Pemerintah, menurut Fansurullah, sadar bahwa target sebelumnya memang jauh dari kenyataan akan kebutuhan masyarakat akan BBM satu harga.

“Jadi ini pemerintah daerah juga mengusulkan agar di wilayahnya juga dibangun BBM satu harga, kita koordinasi dan kita tetapkan untuk sementara 330 titik baru,” kata Fanshurullah di Jakarta, Kamis  (15/8).

Menurut dia, jumlah tersebut bisa saja terus bertambah karena sebenarnya sampai sekarang setidaknya ada 1.582 kecamatan di wilayah Tertinggal, Terdepan, Terluar (3T). “BPH Migas mencatat ada 1.582 kecamatan 3T, tapi kan untuk kejar itu butuh waktu dan dana makanya kita bertahap menuju ke sana. Wilayahnya akan segera ditetapkan Dirjen Migas ,” katanya.

Mamit Setiawan, Direktur Eksekutif Energy Watch, menilai memang sudah sewajarnya pembangunan lembaga penyalur BBM satu harga ditambah karena sampai sekarang BBM masih menjadi kebutuhan dasar masyarakat, termasuk di daerah pelosok. Di sisi lain, Pertamina, menurut Mamit, sebagai badan usaha yang ditugaskan untuk penyediaan BBM satu harga memiliki kemampuan mumpuni untuk perluasan program ini. Baik dari sisi ketersediaan pasokan BBM maupun biaya.

“Walaupun memang akhirnya menjadi beban bagi Pertamina tapi saya kira jumlahnya tidak terlalu signifikan karena Pertamina bisa melakukan subdisi silang untuk BBM Satu harga ini. Krena pasti cost perliter yang dikeluarkan akan jauh lebih mahal mengingat masuk ke wilayah remote,” ujarnya.

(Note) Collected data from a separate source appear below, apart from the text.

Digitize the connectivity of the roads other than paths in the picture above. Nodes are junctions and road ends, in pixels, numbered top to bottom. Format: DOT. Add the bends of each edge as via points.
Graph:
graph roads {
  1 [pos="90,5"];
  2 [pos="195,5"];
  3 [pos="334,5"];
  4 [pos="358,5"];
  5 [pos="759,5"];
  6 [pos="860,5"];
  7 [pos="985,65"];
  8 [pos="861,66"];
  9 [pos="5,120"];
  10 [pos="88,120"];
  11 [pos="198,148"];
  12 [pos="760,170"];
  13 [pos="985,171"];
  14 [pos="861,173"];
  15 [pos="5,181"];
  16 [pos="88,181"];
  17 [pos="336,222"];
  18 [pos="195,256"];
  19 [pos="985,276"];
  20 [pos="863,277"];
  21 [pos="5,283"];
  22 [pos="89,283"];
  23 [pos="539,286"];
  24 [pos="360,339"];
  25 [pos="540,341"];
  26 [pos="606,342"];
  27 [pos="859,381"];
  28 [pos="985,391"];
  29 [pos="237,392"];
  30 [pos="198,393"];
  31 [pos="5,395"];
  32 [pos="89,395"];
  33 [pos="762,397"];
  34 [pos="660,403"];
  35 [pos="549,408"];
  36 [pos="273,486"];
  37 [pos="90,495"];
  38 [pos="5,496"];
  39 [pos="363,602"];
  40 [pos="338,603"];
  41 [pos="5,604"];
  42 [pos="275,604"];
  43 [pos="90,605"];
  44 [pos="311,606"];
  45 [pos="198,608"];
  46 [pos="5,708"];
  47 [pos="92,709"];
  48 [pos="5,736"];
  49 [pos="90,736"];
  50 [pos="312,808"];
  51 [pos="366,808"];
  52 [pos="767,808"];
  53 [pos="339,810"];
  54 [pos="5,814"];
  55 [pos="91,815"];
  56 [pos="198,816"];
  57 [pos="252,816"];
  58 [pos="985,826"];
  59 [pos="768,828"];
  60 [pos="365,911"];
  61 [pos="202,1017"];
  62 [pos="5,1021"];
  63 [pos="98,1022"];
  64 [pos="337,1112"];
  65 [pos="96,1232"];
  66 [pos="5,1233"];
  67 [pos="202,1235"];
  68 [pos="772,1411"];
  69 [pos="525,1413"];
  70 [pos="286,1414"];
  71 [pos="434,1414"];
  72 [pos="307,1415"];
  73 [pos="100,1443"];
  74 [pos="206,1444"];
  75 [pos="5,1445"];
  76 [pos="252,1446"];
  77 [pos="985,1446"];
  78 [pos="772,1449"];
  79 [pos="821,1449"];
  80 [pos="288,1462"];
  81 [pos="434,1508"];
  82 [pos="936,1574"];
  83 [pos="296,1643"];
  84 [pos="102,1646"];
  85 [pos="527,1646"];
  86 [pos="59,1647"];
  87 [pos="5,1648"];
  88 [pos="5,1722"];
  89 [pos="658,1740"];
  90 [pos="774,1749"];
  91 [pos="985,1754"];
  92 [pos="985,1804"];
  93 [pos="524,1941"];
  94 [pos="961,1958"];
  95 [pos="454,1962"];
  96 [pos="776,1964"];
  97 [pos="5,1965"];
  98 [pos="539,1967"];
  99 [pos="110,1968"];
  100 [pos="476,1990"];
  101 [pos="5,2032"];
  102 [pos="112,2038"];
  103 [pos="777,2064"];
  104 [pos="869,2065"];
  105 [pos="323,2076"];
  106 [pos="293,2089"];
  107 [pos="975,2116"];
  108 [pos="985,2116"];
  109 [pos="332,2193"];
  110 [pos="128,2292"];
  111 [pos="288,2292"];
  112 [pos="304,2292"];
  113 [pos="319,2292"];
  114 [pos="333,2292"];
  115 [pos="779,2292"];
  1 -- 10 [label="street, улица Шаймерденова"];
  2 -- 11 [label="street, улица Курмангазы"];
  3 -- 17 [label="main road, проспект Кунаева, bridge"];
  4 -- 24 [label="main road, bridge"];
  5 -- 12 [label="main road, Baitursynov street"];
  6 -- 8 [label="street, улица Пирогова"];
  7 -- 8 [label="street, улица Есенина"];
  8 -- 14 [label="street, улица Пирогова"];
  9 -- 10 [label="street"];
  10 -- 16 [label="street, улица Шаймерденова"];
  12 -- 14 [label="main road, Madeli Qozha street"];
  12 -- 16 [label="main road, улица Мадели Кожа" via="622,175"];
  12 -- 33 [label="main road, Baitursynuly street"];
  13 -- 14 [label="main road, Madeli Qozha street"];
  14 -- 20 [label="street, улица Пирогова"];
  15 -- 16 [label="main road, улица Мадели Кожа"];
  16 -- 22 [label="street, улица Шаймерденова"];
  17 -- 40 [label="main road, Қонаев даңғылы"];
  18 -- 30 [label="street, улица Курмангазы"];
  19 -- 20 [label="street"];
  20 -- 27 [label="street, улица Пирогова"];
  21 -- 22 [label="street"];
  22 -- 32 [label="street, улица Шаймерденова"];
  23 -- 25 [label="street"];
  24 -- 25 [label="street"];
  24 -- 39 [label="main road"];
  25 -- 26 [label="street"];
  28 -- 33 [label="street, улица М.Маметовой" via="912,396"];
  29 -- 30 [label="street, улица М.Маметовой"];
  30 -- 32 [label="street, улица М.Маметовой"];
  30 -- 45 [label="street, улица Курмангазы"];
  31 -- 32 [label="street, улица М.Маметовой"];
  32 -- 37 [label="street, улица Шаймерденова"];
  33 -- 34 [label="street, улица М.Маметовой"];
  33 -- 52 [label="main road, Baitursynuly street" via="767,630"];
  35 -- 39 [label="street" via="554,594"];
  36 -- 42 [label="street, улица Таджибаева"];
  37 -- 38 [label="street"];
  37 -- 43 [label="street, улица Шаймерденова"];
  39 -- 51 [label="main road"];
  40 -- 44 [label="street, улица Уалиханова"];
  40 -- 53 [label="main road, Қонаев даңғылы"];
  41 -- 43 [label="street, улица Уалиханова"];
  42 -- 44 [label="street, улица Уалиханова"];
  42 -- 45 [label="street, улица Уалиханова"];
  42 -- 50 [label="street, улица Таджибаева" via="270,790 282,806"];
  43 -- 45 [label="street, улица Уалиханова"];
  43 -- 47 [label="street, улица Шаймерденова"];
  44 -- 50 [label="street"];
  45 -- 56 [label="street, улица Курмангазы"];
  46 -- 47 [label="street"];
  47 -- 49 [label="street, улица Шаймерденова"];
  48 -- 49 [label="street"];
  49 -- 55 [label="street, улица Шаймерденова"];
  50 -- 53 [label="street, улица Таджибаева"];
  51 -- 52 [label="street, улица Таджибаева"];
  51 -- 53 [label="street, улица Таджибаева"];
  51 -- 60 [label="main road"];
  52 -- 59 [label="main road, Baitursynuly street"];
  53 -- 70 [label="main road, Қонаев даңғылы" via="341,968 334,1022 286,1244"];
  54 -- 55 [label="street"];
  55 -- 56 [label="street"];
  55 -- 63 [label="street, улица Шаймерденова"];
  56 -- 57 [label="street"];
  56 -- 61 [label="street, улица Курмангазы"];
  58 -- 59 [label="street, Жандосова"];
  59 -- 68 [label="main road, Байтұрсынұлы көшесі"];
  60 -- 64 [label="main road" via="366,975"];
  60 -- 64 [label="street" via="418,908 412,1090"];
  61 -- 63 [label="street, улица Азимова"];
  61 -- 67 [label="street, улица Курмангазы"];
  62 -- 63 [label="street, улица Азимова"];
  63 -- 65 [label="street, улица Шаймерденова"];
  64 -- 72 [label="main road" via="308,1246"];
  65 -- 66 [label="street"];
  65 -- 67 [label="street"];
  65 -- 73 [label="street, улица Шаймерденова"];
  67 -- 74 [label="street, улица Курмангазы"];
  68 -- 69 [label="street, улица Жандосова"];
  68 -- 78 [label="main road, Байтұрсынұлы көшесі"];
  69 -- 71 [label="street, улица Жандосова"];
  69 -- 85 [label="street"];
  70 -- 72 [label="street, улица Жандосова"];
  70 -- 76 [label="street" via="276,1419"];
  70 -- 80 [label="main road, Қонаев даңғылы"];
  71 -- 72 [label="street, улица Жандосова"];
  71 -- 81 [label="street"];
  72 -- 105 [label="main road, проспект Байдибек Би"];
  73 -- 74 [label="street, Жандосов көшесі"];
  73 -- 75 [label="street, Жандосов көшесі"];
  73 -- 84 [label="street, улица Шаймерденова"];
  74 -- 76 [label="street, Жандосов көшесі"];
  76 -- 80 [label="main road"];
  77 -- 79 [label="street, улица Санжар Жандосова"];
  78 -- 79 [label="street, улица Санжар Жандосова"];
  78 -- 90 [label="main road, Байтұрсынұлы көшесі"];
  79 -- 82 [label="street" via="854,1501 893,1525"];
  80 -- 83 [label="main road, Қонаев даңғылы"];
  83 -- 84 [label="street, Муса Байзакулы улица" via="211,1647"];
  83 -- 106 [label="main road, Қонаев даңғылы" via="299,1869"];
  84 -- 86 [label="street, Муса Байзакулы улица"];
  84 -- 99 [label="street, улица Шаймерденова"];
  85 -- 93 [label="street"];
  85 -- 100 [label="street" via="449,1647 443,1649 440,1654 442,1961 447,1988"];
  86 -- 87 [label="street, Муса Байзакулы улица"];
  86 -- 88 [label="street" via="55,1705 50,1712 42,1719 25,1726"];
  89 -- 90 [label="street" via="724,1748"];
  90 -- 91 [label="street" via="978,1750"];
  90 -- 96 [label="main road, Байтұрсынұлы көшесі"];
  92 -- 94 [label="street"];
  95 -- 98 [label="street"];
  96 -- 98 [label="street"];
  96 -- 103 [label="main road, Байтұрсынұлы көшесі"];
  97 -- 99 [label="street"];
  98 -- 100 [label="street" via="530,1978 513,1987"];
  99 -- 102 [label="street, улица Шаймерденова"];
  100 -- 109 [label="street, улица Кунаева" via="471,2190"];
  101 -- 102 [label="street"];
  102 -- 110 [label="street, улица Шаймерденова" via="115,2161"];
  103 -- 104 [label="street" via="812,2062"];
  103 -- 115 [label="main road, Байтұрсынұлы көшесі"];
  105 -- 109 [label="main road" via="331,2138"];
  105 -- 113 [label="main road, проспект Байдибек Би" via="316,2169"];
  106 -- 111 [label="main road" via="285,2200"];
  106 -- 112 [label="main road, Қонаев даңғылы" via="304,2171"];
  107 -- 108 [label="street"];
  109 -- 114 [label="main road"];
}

Selain harus terus menambah wilayah BBM satu harga, Mamit mengingatkan agar pada saat pelaksanaan pemerintah, Pertamina serta stakeholders terkait wajib melakukan pengawasan sehingga program ini bertahan lama. Maksudnya harga yang sudah dipatok sama rata tidak lagi merangkak naik.

“Jangan sampai nanti hanya berjalan sebentar atau sekedar ceremony saja, tapi kontinuitas ini harus dilakukan. Memang pasti ada yang namanya kecurangan misalnya masyarakat akhirnya menjual kembali lebih mahal dari harga Pertamina. Tapi setidaknya bisa melakukan pemerataan. Harapannya supaya perekonomian masyarakat bisa tumbuh terkait dengan BBM 1 harga ini,” jelas Mamit.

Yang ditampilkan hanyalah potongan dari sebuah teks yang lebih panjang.